PARIS — Novak Djokovic is about to take a monobrand approach to dressing.
Japanese fast-fashion retailer Uniqlo has appointed the world’s number-one male tennis player as its global brand ambassador in a five-year deal that will see him wearing the brand both on and off the court.
Djokovic will wear his new Uniqlo kit for the first time at the French Open tournament at Roland Garros here, which kicks off on Sunday. The Uniqlo deal puts an end to his relationship with the Italian sportswear company Sergio Tacchini.
“We will use the most innovative fabrics and technologies to develop match wear for Djokovic,” Tadashi Yanai, chairman, president and chief executive officer of Uniqlo’s parent company, Fast Retailing Co. Ltd., said at a press conference at the Ritz hotel in Paris.
“At the same time, Uniqlo will incorporate the latest fabrics and technologies to codevelop with him the ultimate functional apparel that can be worn, and enjoyed, by people all over the world,” Yanai added.
The executive declined to disclose terms of the deal, adding that he did not know when the new clothing line would hit stores. Uniqlo stated that the first item would be a custom-designed UT T-shirt, proceeds from which will be donated to the Novak Djokovic Foundation to support children’s programs.
The tennis player hit the catwalk to show off his new kit, designed by Uniqlo creative director Naoki Takizawa, formerly creative director at Issey Miyake. It consists of a white pair of shorts, polo shirt and zipped jacket with blue and red stripes inspired by the flag of his native Serbia.

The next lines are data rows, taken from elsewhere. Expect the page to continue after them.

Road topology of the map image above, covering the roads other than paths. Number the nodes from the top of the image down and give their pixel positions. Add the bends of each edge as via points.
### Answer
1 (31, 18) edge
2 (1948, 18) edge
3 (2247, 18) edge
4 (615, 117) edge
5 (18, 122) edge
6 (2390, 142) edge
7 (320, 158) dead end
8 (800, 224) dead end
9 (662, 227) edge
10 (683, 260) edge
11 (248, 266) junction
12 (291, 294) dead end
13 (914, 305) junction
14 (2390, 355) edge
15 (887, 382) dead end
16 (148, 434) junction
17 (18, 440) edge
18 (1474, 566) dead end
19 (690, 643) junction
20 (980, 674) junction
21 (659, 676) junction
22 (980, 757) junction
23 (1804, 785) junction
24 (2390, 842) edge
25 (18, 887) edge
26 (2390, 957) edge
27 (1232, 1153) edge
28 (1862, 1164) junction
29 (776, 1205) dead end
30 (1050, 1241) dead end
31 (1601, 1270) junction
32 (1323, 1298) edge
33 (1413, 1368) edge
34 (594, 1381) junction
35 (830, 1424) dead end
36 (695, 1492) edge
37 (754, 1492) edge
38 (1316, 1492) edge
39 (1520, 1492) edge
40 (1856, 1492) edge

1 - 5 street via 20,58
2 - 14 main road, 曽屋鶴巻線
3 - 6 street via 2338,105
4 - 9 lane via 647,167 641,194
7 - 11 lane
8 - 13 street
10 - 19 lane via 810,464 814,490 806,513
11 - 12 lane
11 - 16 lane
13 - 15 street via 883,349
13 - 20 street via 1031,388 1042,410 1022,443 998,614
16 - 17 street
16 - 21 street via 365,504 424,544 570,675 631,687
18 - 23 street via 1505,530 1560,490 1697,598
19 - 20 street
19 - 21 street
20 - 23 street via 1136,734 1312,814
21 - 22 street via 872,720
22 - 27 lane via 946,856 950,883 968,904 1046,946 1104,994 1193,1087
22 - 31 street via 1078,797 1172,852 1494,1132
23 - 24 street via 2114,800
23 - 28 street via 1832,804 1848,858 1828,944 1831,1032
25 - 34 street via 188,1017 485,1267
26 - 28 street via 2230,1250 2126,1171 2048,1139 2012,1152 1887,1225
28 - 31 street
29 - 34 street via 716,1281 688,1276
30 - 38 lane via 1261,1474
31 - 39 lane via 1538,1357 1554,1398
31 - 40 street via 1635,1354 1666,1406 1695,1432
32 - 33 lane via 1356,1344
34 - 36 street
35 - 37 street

Takizawa, who flew to Monaco twice for meetings with Djokovic, said the outfit was designed to enhance his performance. “I feel that physically and mentally, he has perfect balance,” Takizawa told WWD. “I try to be supportive of that.”
Djokovic said he hoped the partnership with Uniqlo would bring him luck at the French Open, the only Grand Slam event he has never won. “I’m really happy with the way I’m playing right now, I’ve been raising the level of performance every tournament and every match,” he said.

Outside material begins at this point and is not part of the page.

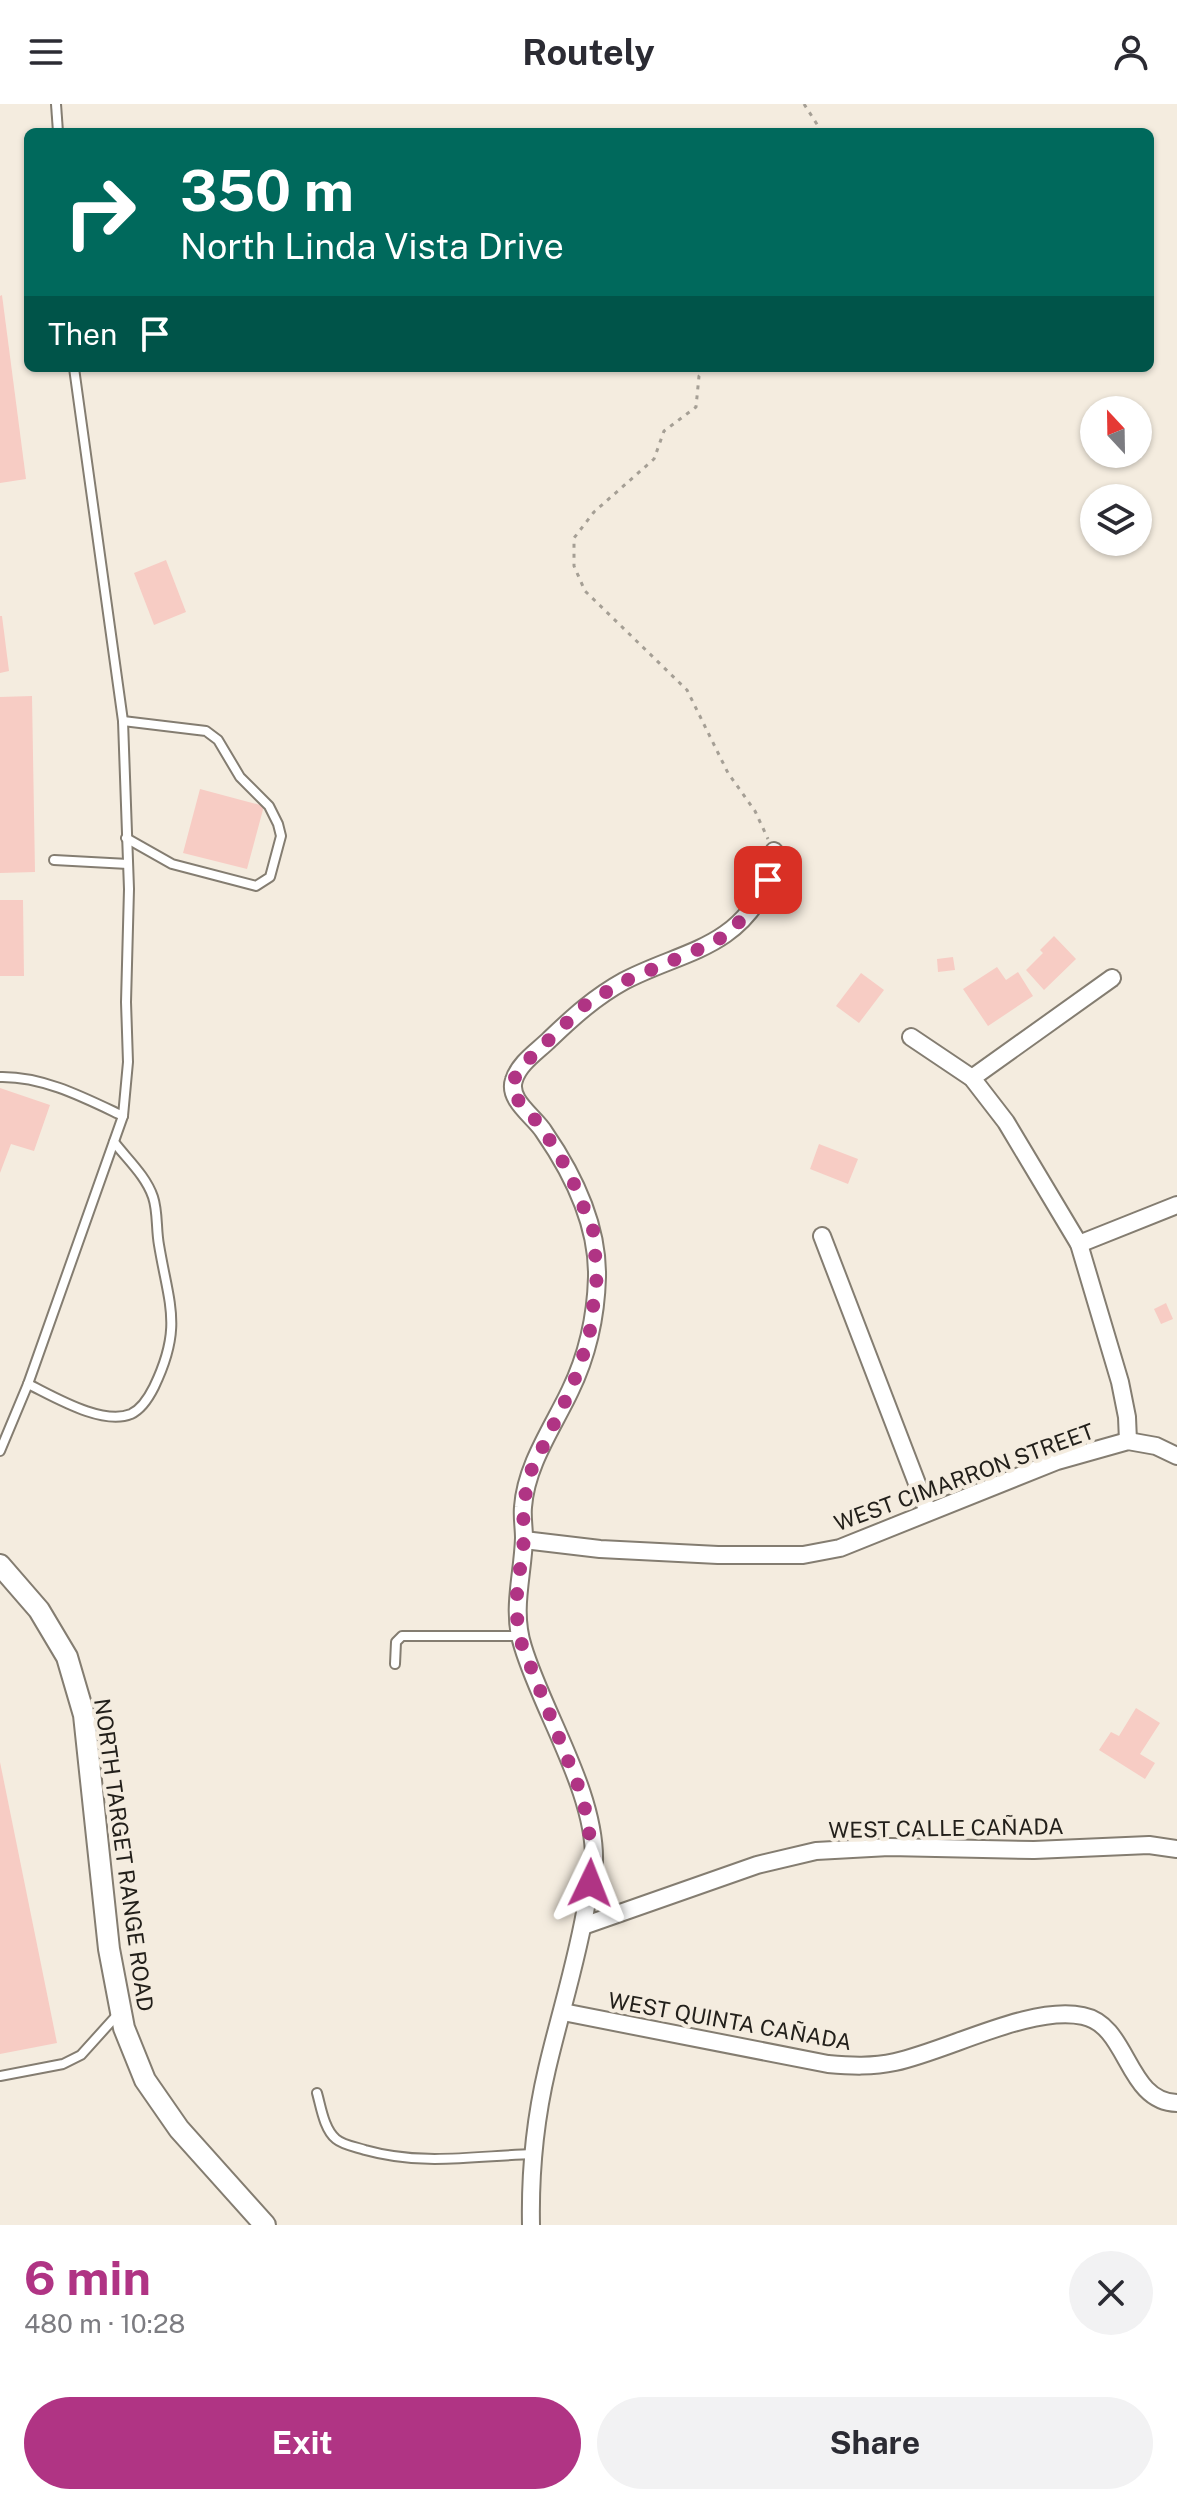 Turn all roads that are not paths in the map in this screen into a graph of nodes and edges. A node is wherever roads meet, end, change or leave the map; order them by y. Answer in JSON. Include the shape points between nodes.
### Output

The player said he would be starring in advertising campaigns for Uniqlo, and expects to have significant input into designing functionalwear for the retailer.
“Uniqlo has allowed me to take a part directly in designing all the lines and all the clothes,” he said. “I feel that a player’s input and opinion are very important in order to achieve the best possible collection, and get out in the court and feel good in what you’re wearing.”
In an interview with WWD, Yanai said he was confident the company would meet its most recent guidance for the full year ending Aug. 31. He added that Fast Retailing remains on course to achieve its 2020 targets of sales of 5 trillion yen, or $62.76 billion at current exchange, and 4,000 units, which would make it the world’s biggest apparel retailer.
“There is a possibility of achieving that goal in 2020 without mergers and acquisitions, just through organic growth,” Yanai said, although he did not rule out the prospect of future acquisitions.
“We would be interested in a company, if there were one that shared the same thinking as us, and if the timing were right, but unfortunately we have not come up with any candidates,” he said.
He noted that the company’s flagship on Fifth Avenue and its original New York store in SoHo were both seeing positive sales growth. But sales at the world’s second largest Uniqlo, a 64,000-square-foot unit on West 34th Street in Manhattan, have been weaker than expected, he added.
“People who come to 34th Street are more price conscious, and so we are thinking of steps to address the problem,” Yanai said.
Uniqlo remains committed to the U.S. market and plans to open about 30 stores in and around New York within the next two or three years, mainly in shopping malls, he said. Its first mall presence will be a 43,000-square-foot unit at Westfield Garden State Plaza in Paramus, N.J.
The first Uniqlo in the Philippines is set to open in June, and the company is in negotiations to enter Indonesia and Australia. Fast Retailing is also mulling overseas openings for its g.u. brand, a cheaper companion label to Uniqlo.
“We do have plans to take g.u. abroad in the near future, but we don’t know yet whether it’s going to be in the U.S., Europe or Asia,” Yanai said. “Unfortunately, the economy is not good in the United States, or Europe, or Japan, and therefore a lower pricing does seem to attract more attention.”
The collaboration with Djokovic is part of Uniqlo’s strategy of expanding its existing offerings to incorporate more technical elements, in line with its best-selling Heattech items.
“If we want to grow further as a company, we have to come up with something that goes beyond sportswear and casualwear. We are very much focused on casualwear, but we’d like to further develop the functionality of sportswear and feed that into our casualwear,” Yanai said.